Home > Business > Budget 2004-05 > Report
Transaction tax to mop up Rs 5000 cr
July 08, 2004 19:19 IST
Terming the introduction of transaction tax as a part of rationalisation of tax system, the government on Thursday said the new tax would mop up around Rs 4,000 crore to Rs 5000 crore (Rs 40 billion to Rs 50 billion) during the remaining months of the current fiscal year.
Senior finance ministry officials told reporters during the customary post-Budget press conference that the transaction tax replacing the long-term capital gains tax would make it mandatory for everybody who trades in the stock market or the security market to pay the tax.

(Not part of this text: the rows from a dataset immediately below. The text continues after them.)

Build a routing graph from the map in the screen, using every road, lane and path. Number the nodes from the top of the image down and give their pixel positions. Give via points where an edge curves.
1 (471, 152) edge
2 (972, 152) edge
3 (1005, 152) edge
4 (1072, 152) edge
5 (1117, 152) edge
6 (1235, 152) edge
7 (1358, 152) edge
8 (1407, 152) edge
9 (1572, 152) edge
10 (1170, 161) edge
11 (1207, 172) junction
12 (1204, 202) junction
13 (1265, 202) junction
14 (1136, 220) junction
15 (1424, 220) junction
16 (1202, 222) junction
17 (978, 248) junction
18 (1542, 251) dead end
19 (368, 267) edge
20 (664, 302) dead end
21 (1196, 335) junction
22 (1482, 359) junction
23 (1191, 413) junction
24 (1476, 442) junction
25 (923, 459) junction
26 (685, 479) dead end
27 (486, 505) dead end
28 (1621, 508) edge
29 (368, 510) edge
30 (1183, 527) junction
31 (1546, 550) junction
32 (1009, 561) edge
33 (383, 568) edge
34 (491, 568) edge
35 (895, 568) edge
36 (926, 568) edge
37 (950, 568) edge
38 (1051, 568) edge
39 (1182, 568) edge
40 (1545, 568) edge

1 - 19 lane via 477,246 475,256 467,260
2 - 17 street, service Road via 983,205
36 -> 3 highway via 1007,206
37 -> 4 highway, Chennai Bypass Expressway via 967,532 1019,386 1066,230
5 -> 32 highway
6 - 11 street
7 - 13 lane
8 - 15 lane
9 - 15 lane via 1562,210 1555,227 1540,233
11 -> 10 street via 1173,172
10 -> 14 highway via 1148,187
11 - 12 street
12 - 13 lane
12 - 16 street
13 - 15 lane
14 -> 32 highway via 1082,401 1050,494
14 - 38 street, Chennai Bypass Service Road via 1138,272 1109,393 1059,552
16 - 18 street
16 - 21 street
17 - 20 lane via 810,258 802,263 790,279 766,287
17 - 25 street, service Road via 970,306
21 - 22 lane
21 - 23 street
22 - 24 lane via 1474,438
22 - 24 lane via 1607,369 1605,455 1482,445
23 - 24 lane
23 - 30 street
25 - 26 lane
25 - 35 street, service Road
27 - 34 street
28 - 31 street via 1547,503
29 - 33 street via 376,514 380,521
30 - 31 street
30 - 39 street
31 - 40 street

The new tax system, under which the tax would be payable on the delivery day and not merely on a day-to-day basis, will be levied on the buyer.
Terming it as a win-win situation, Revenue Secretary Vineeta Rai said the transaction tax, also commonly called the turnover tax, would be made applicable on shares, debts and securities among others.
Turnover tax imposition might ease volumes: brokers
The stockbroker fraternity today reacted sharply to the announcement of turnover tax on equity transactions, fearing it would drive down the business volumes by more than half and squeeze the equity prices further.
"It is an adverse Budget for the capital markets as the finance minister proposed a huge turnover tax on equity transactions," said a Delhi and Mumbai Stock Exchange member broker Rajiv Malik.
The tax imposed was well above the market expectations and would squeeze the trading volumes by more than half in future, he said and added that the brokers were of the view that it might be around 0.05 per cent.
Manoj Choraria, a leading BSE and NSE broker, apprehended a serious fallout of the imposition of 0.15 per cent trading tax, saying it would deter investors from the market. The daily trading volume could fall from an average Rs 12,000 crore (Rs 120 billion) to Rs 3,000 crore (Rs 30 billion), he said.
Meanwhile, a group of retail investors demonstrated outside the Bombay Stock Exchange today, protesting against the finance minister's announcement introducing the turnover tax.
The investors, who raised slogans against the finance minister, alleged that any such tax would lead to lowering of volumes and drying up liquidity in the markets which was already bearish for quite some time.
However, they seemed to be pacified after a clarification was issued in Delhi by the government that the tax would be levied on delivery of shares in which a small section of investors operate.